Tesla CEO Elon Musk’s Twitter stock purchase has caught the attention of the Securities and Exchange Commission. The agency sent Musk a letter in April, which has now been released.
The letter asks Musk why he did not file the required paperwork, which would disclose he has accumulated a 5 percent stake in the social media network, in the required 10-day period. Additionally, the agency is requesting information on his statements regarding Twitter’s ability to adhere to free speech, which Musk has challenged and cited as his primary reason for acquiring the platform.
“Dear Mr. Musk,” the letter begins. “We have reviewed the above-captioned filing and have the following comments. Our comments ask for additional information so that we may better understand your disclosure. Please respond to this letter by providing the requested information. If you do not believe our comments apply to your facts and circumstances, please advise us why in your response. After reviewing any information provided in response to these comments, we may have additional comments.”

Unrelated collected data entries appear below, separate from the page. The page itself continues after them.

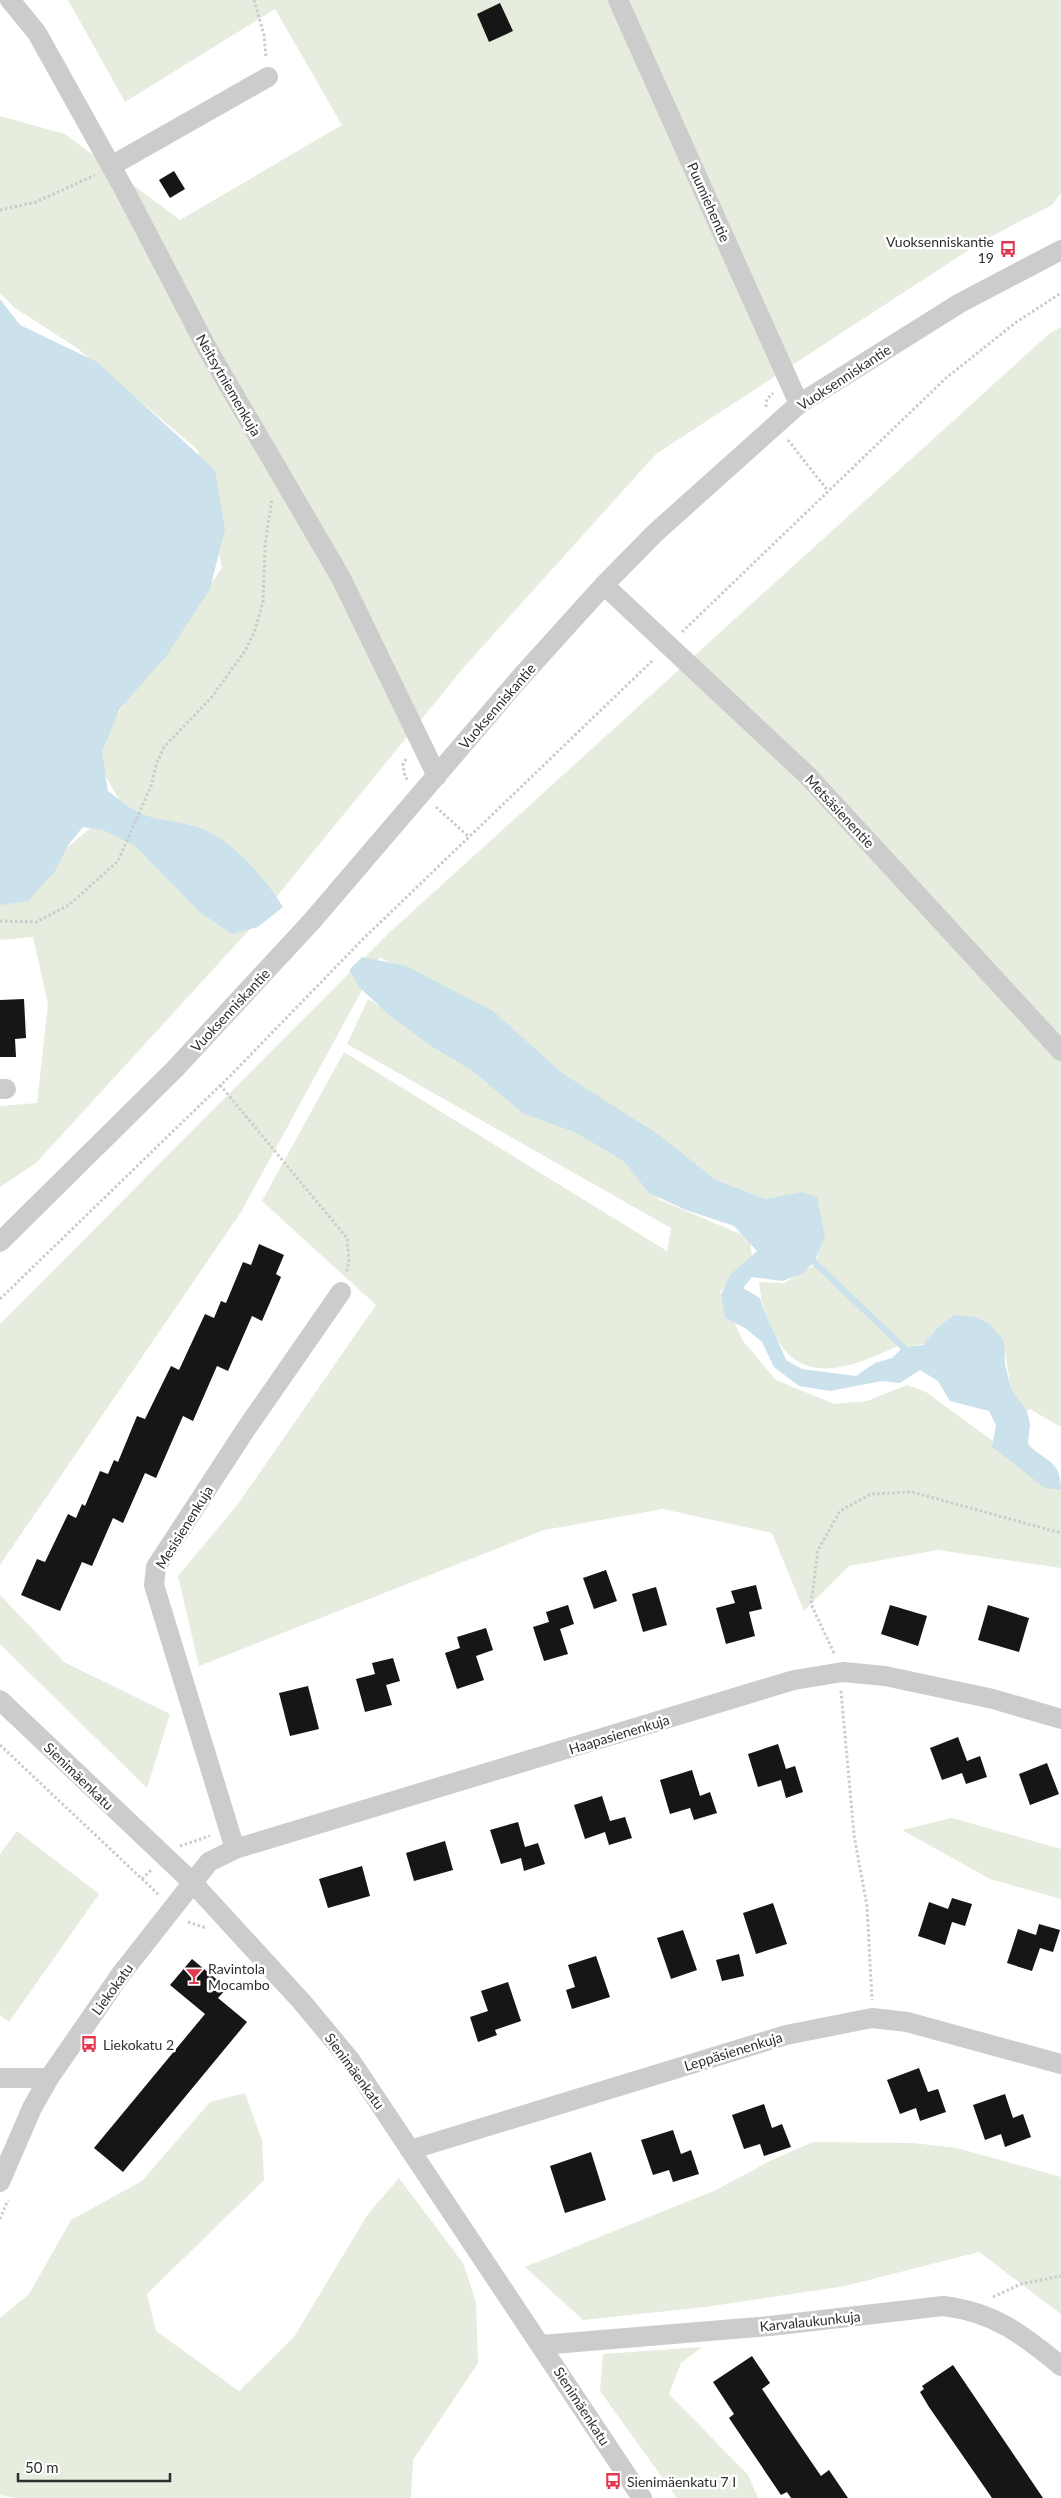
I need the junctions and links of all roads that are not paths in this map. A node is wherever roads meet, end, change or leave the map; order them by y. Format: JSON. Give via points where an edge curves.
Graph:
{"nodes":[{"id":1,"x":10,"y":0,"type":"edge"},
{"id":2,"x":618,"y":0,"type":"edge"},
{"id":3,"x":268,"y":77,"type":"road end"},
{"id":4,"x":111,"y":166,"type":"junction"},
{"id":5,"x":1061,"y":250,"type":"edge"},
{"id":6,"x":799,"y":404,"type":"junction"},
{"id":7,"x":604,"y":585,"type":"junction"},
{"id":8,"x":437,"y":776,"type":"junction"},
{"id":9,"x":1061,"y":1051,"type":"edge"},
{"id":10,"x":0,"y":1242,"type":"edge"},
{"id":11,"x":341,"y":1292,"type":"road end"},
{"id":12,"x":0,"y":1700,"type":"edge"},
{"id":13,"x":1061,"y":1719,"type":"edge"},
{"id":14,"x":235,"y":1849,"type":"junction"},
{"id":15,"x":192,"y":1882,"type":"junction"},
{"id":16,"x":1061,"y":2064,"type":"edge"},
{"id":17,"x":0,"y":2078,"type":"edge"},
{"id":18,"x":49,"y":2078,"type":"junction"},
{"id":19,"x":410,"y":2150,"type":"junction"},
{"id":20,"x":0,"y":2182,"type":"edge"},
{"id":21,"x":542,"y":2345,"type":"junction"},
{"id":22,"x":1061,"y":2366,"type":"edge"},
{"id":23,"x":642,"y":2498,"type":"edge"}],
"edges":[{"from":1,"to":4,"type":"street","name":"Neitsytniemenkuja","via":[[37,33]]},
{"from":2,"to":6,"type":"street","name":"Puumiehentie"},
{"from":3,"to":4,"type":"street"},
{"from":4,"to":8,"type":"street","name":"Neitsytniemenkuja","via":[[208,350],[341,578]]},
{"from":5,"to":6,"type":"street","name":"Vuoksenniskantie","via":[[960,303]]},
{"from":6,"to":7,"type":"street","name":"Vuoksenniskantie","via":[[655,533]]},
{"from":7,"to":8,"type":"street","name":"Vuoksenniskantie"},
{"from":7,"to":9,"type":"street","name":"Metsäsienentie","via":[[807,775]]},
{"from":8,"to":10,"type":"street","name":"Vuoksenniskantie","via":[[312,921],[174,1070]]},
{"from":11,"to":14,"type":"street","name":"Mesisienenkuja","via":[[156,1567],[154,1585]]},
{"from":12,"to":15,"type":"street","name":"Sienimäenkatu"},
{"from":13,"to":14,"type":"street","name":"Haapasienenkuja","via":[[885,1676],[841,1672],[794,1680]]},
{"from":14,"to":15,"type":"street","name":"Haapasienenkuja","via":[[209,1862]]},
{"from":15,"to":18,"type":"street","name":"Liekokatu","via":[[121,1974]]},
{"from":15,"to":19,"type":"street","name":"Sienimäenkatu","via":[[302,2002],[351,2061]]},
{"from":16,"to":19,"type":"street","name":"Leppäsienenkuja","via":[[907,2022],[872,2018],[786,2035]]},
{"from":17,"to":18,"type":"street"},
{"from":18,"to":20,"type":"street","name":"Liekokatu","via":[[32,2108]]},
{"from":19,"to":21,"type":"street","name":"Sienimäenkatu"},
{"from":21,"to":22,"type":"street","name":"Karvalaukunkuja","via":[[770,2326],[943,2306],[967,2309],[997,2320],[1025,2336]]},
{"from":21,"to":23,"type":"street","name":"Sienimäenkatu"}]}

The letter then outlines four basic questions regarding Musk’s acquisition of Twitter shares. “Please advise us why the Schedule 13G does not appear to have been made within the required 10 days from the date of acquisition as required by Rule 13d-1(c), the rule upon which you represented that you related to make the submission, “one of the questions asks. 13G forms are meant for investors who plan to hold their shares passively, the New York Post reported. 13D forms are for activist investors, which, based on Musk’s comments and plans for Twitter, would be the most appropriate form.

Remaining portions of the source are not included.